> INFORMATION SUPPLIED:
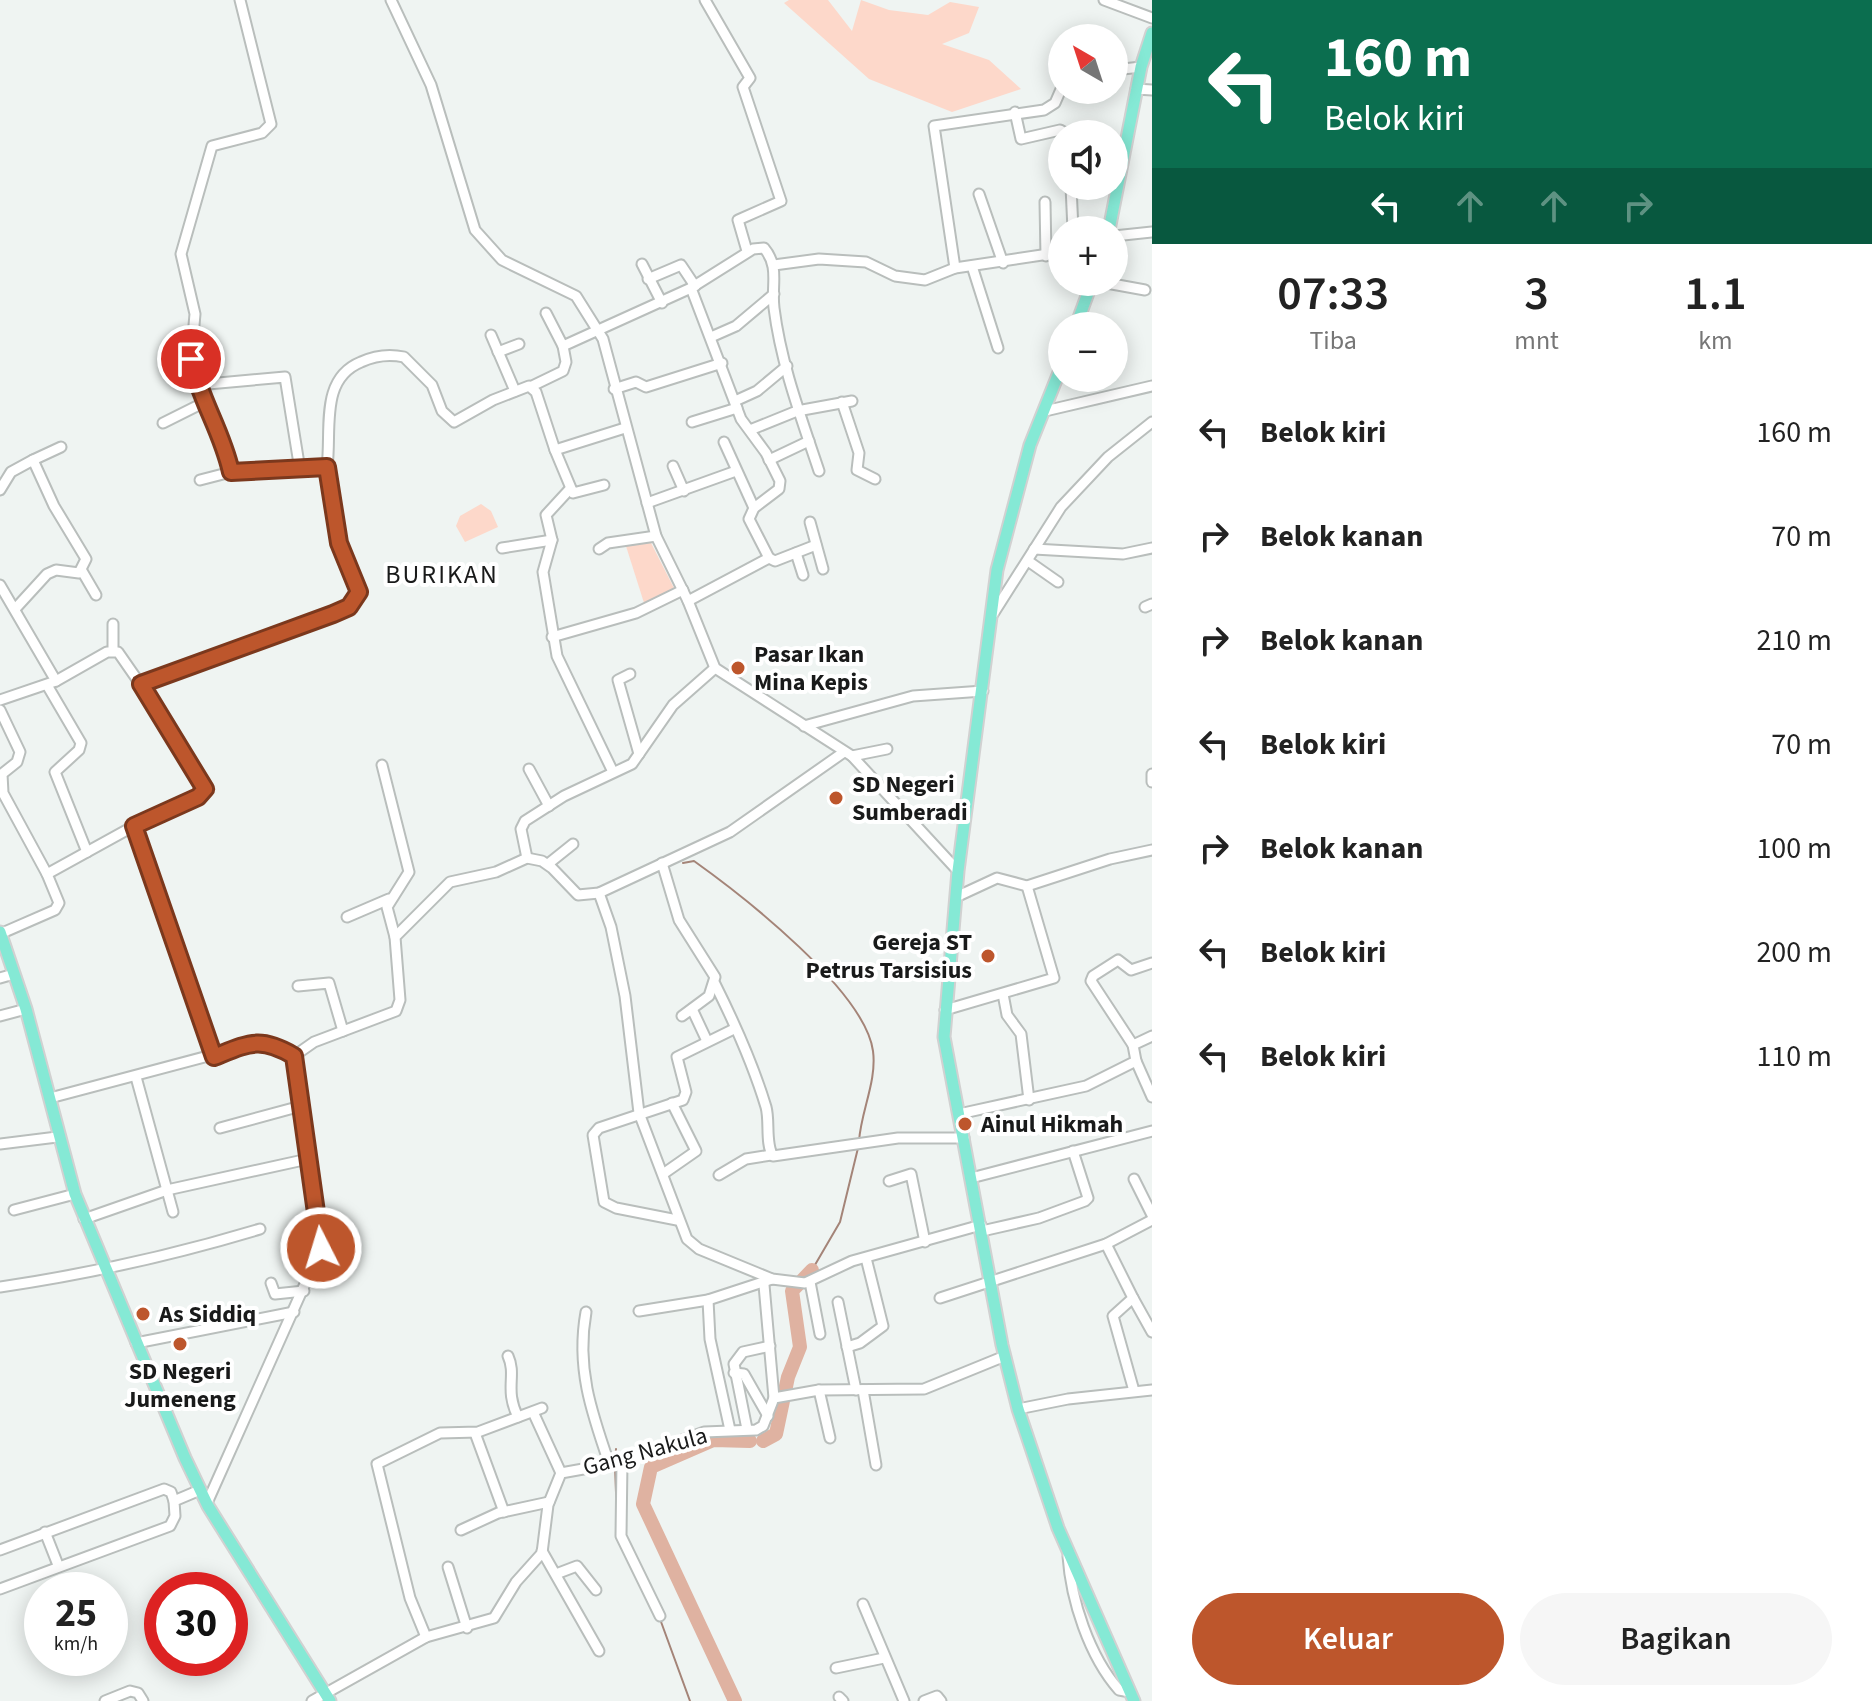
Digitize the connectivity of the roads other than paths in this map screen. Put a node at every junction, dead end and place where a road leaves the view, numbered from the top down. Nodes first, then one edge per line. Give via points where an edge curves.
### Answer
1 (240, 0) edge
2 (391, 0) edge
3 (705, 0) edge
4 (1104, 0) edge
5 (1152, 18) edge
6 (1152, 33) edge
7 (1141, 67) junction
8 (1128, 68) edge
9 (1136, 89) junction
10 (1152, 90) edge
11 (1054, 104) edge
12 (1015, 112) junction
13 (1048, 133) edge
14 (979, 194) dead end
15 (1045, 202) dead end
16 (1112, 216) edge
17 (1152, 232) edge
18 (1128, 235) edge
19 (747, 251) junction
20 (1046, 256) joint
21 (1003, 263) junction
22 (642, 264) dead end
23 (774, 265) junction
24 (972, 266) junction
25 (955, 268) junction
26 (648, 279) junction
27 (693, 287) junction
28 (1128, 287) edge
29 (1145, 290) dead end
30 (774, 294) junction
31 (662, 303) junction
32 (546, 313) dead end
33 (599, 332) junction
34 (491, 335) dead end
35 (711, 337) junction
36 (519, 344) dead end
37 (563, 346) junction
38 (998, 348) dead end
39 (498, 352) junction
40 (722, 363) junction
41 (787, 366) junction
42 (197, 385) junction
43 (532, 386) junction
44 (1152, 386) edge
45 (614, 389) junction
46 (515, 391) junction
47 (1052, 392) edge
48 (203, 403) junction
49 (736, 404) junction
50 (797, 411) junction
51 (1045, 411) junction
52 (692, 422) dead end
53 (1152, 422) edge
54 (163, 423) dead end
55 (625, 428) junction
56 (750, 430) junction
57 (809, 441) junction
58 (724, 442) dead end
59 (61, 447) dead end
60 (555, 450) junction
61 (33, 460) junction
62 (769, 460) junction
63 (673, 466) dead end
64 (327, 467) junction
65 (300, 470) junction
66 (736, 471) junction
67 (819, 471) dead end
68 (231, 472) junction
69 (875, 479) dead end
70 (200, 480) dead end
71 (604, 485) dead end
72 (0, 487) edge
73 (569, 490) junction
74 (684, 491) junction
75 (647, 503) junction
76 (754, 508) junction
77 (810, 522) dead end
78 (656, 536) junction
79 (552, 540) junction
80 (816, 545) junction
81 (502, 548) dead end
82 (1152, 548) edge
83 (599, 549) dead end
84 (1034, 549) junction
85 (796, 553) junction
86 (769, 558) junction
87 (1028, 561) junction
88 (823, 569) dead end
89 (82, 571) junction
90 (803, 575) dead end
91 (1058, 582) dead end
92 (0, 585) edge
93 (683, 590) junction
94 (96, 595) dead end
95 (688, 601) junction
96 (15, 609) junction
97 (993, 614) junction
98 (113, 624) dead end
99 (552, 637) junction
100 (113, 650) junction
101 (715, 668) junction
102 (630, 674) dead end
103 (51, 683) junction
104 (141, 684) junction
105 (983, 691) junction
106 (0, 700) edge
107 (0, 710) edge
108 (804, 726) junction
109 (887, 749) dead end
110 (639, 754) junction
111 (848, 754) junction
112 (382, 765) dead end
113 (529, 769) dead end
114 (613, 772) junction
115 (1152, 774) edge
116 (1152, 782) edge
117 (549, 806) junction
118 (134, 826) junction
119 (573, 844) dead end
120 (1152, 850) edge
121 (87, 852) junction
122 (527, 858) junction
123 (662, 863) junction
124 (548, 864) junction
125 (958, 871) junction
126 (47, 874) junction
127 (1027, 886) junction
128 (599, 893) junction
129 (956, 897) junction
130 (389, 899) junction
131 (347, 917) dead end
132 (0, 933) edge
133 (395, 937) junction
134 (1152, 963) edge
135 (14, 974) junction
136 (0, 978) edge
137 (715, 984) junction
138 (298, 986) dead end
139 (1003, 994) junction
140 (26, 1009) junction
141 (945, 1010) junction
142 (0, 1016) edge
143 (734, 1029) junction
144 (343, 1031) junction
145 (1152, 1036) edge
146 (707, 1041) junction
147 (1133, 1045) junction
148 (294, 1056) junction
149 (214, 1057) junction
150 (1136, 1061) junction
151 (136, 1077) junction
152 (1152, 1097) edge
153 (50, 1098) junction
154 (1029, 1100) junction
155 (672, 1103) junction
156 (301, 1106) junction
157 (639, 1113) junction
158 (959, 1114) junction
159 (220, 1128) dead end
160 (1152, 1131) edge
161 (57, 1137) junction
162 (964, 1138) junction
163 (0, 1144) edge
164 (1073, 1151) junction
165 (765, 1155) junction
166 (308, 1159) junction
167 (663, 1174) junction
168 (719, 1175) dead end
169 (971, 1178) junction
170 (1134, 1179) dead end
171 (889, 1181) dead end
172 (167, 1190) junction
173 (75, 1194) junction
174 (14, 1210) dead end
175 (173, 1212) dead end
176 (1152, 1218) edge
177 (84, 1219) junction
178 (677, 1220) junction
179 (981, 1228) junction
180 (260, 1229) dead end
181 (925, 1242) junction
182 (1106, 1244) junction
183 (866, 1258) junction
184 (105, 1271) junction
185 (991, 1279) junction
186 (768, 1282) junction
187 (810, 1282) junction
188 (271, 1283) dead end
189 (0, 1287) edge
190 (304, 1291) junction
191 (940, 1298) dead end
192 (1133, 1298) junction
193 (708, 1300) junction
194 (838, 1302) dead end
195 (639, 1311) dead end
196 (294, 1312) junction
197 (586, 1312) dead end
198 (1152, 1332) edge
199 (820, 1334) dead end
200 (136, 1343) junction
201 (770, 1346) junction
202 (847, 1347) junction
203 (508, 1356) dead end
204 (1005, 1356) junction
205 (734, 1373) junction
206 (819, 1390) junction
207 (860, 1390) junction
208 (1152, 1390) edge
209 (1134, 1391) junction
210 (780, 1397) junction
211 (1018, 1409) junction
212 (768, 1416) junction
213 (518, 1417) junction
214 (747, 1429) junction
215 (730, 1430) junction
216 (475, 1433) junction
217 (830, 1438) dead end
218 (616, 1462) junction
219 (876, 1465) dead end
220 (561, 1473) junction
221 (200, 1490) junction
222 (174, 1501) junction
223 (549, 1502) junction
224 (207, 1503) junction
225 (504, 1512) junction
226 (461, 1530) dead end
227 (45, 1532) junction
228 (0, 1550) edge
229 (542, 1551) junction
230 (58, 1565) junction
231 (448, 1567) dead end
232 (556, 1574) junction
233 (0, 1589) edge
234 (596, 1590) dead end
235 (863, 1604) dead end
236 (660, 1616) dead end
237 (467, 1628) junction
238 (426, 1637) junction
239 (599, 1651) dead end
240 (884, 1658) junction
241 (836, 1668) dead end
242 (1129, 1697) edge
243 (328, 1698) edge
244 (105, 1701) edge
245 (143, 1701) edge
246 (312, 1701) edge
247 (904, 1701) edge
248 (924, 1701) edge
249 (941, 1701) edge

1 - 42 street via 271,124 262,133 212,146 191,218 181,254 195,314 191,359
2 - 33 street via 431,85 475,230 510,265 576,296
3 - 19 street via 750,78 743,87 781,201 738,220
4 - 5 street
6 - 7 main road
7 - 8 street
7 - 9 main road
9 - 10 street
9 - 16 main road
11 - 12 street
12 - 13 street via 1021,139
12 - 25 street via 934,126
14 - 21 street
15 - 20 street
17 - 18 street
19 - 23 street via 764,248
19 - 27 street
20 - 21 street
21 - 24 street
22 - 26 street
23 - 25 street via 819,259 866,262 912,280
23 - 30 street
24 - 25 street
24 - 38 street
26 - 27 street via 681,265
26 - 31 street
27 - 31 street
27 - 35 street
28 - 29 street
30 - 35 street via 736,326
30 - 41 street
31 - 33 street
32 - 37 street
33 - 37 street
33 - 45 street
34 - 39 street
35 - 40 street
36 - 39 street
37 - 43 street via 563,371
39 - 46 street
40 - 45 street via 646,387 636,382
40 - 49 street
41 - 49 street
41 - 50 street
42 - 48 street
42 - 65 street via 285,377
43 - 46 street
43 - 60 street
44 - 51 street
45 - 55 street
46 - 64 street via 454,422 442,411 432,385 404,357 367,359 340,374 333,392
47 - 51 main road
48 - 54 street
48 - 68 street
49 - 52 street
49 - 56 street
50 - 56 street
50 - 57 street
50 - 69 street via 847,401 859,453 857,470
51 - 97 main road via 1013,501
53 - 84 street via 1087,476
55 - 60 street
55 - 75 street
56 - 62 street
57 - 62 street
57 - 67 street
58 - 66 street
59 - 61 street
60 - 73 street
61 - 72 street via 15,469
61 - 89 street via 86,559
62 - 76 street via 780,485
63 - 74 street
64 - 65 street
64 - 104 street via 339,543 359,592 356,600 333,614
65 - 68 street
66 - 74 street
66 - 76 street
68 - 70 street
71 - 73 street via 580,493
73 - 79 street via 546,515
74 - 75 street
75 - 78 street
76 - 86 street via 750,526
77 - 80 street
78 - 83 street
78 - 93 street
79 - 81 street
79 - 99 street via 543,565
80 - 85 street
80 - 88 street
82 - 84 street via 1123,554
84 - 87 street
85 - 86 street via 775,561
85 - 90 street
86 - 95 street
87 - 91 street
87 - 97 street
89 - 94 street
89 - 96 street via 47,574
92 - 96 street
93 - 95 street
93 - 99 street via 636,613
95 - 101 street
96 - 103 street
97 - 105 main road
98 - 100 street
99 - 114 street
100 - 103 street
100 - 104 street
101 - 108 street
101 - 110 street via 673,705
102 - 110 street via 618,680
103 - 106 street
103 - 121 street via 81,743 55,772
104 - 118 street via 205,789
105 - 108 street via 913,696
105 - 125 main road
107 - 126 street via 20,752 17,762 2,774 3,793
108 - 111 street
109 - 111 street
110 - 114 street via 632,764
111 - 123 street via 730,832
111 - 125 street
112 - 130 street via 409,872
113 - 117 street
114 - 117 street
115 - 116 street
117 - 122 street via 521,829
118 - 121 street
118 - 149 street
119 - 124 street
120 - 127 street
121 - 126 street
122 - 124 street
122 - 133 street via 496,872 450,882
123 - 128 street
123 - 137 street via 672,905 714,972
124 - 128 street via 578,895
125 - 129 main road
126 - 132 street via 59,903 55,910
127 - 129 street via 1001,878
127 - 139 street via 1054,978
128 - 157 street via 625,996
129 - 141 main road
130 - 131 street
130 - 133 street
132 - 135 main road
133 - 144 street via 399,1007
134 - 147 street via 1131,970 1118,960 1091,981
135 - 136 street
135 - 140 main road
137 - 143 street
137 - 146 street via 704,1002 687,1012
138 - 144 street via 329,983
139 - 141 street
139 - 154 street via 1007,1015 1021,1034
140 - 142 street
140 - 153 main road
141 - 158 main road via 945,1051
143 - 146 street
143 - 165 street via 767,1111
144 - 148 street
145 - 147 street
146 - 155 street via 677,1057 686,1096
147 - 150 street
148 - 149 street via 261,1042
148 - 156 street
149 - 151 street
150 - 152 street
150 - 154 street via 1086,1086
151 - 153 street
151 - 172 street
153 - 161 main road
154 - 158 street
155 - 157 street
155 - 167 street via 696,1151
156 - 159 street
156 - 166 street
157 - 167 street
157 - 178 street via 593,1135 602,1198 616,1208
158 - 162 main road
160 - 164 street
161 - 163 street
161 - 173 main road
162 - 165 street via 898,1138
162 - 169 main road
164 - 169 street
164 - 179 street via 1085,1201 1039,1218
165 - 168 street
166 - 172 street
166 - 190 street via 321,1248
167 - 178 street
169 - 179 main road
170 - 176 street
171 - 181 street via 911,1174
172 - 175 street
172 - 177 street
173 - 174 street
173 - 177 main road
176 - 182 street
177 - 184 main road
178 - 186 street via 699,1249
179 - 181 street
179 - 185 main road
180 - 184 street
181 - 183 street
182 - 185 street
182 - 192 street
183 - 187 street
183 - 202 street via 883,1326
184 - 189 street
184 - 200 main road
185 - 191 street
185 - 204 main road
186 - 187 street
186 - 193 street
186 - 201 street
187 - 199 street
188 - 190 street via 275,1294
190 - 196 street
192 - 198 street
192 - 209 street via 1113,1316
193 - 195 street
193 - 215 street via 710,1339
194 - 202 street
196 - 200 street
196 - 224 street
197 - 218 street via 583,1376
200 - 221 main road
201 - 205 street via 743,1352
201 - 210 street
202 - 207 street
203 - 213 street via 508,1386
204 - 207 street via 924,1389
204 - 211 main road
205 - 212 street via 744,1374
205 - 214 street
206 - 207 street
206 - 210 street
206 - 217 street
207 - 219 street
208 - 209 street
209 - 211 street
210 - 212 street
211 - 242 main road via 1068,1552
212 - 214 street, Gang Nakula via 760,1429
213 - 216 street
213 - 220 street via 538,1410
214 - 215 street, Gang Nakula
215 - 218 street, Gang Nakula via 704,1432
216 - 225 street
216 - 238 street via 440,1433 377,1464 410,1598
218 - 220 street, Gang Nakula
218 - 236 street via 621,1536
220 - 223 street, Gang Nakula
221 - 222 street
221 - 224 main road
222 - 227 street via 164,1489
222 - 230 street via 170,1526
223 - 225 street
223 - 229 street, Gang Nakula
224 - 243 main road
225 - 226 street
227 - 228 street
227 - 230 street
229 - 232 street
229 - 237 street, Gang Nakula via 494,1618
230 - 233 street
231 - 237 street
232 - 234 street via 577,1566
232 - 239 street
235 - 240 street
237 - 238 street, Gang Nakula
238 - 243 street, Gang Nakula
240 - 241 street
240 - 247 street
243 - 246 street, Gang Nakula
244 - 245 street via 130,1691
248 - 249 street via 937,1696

> YOUR ASSIGNMENT: Wherever the string "Nakula" is found in the entries, copy the line it sits in.

> EXPECTED ANSWER:
212 - 214 street, Gang Nakula via 760,1429
214 - 215 street, Gang Nakula
215 - 218 street, Gang Nakula via 704,1432
218 - 220 street, Gang Nakula
220 - 223 street, Gang Nakula
223 - 229 street, Gang Nakula
229 - 237 street, Gang Nakula via 494,1618
237 - 238 street, Gang Nakula
238 - 243 street, Gang Nakula
243 - 246 street, Gang Nakula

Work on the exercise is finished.